Congress passes intel bill that fails to require report on EMP threat


By Josh Peterson |

WASHINGTON, D.C. — Maybe Congress isn’t so interested in how America’s adversaries could attack the electric grid after all.

EMP REPORT: Congress’ bill funding the intelligence community will not include a report by the director of national intelligence on the EMP capabilities of the nation’s adversaries.

Despite the House’s previously expressed interest in learning about how America’s adversaries might attack the electric grid, the House went on last week to pass a bill that lacked any requirement for the director of national intelligence to provide Congress with a report assessing the electromagnetic weapons capabilities of countries such as North Korea and Iran.

A strong electromagnetic pulse — either from a nuclear bomb detonated at high-altitude, or from a solar flare — has the potential to disrupt communications and knock out the electric grid.

The likelihood of such an event is low, but its effect would be severe.
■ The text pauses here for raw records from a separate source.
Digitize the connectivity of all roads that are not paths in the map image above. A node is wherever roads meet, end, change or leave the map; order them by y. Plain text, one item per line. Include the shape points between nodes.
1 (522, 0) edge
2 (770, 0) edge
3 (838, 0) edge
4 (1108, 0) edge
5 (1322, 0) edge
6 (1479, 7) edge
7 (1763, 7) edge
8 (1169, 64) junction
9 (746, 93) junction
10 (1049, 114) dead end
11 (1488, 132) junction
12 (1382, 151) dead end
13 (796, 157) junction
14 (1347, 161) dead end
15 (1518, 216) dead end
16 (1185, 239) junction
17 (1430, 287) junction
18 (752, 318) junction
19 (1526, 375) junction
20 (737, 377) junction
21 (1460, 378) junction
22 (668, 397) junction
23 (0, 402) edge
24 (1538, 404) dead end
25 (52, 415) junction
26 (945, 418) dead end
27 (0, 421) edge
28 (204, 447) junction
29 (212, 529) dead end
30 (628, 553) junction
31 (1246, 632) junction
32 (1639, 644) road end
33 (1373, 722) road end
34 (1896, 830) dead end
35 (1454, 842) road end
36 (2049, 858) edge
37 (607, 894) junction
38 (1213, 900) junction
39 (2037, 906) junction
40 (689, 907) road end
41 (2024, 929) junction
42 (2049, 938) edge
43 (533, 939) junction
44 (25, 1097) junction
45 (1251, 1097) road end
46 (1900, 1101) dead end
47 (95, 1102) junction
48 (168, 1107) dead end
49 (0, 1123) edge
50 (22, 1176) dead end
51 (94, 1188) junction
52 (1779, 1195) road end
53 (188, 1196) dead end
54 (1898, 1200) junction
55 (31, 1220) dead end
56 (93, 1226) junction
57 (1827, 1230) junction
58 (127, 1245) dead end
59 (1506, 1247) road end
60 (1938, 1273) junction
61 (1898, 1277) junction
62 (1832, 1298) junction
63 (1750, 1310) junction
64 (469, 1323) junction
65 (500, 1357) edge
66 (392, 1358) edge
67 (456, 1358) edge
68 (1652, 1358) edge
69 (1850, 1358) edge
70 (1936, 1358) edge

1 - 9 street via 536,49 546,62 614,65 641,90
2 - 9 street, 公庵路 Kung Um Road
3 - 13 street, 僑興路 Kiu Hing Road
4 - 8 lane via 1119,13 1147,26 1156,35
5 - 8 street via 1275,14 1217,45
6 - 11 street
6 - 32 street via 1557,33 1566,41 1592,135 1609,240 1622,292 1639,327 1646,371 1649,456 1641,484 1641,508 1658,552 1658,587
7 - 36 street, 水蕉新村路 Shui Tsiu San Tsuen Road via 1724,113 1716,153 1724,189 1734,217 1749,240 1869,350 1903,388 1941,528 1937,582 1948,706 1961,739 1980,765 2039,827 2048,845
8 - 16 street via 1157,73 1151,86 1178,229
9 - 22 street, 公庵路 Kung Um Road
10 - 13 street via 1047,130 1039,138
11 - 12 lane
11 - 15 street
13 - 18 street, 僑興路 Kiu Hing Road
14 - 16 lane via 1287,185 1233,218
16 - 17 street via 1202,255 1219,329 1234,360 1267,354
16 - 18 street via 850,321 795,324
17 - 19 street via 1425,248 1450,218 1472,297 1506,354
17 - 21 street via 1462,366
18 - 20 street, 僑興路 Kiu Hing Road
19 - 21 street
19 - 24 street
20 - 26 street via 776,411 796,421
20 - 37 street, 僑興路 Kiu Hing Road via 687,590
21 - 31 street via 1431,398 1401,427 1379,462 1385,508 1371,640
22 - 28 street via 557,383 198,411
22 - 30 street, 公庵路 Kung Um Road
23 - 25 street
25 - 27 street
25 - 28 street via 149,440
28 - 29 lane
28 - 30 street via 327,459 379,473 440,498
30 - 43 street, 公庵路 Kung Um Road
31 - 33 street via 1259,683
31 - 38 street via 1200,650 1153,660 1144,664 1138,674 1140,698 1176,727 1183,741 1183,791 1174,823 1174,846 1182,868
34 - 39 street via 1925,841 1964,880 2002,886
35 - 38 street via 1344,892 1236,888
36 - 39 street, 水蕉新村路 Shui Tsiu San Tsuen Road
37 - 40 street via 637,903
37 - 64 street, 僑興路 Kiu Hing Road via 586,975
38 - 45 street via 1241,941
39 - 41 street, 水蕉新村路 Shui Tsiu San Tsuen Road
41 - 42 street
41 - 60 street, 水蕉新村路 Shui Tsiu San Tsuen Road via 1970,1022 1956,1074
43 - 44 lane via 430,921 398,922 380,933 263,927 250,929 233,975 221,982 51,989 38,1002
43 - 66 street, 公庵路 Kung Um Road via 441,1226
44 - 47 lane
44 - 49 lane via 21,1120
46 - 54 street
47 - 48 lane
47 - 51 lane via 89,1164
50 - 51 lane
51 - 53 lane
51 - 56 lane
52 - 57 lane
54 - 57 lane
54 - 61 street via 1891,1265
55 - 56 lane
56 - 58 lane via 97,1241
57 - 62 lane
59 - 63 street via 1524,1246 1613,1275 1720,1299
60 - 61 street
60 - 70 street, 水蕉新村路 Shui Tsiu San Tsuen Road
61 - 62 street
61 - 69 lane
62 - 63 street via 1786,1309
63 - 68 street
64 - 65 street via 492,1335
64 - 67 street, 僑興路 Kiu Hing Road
As noted in previous reports, the Lloyds of London estimates the damage could cost as much as $2.6 trillion — damage that could be easily averted by as much as $2 billion in technological upgrades, according to estimates from the Congressional EMP Commission.

As Congress approaches the midterm elections, the clock is winding down on the number of days in the legislative session. Not content to wait for Congress, state lawmakers have been pushing their own initiatives to protect their elements of the grid, as previously reported by

The House agreed June 24 to the Senate’s version of the Intelligence Authorization Act of 2014, which lacked the requirement for the EMP report, via voice vote. The bill places a priority on cyber activities, the National Security Agency’s foreign intelligence surveillance programs, and cyber education.

The bill awaits President Obama’s signature.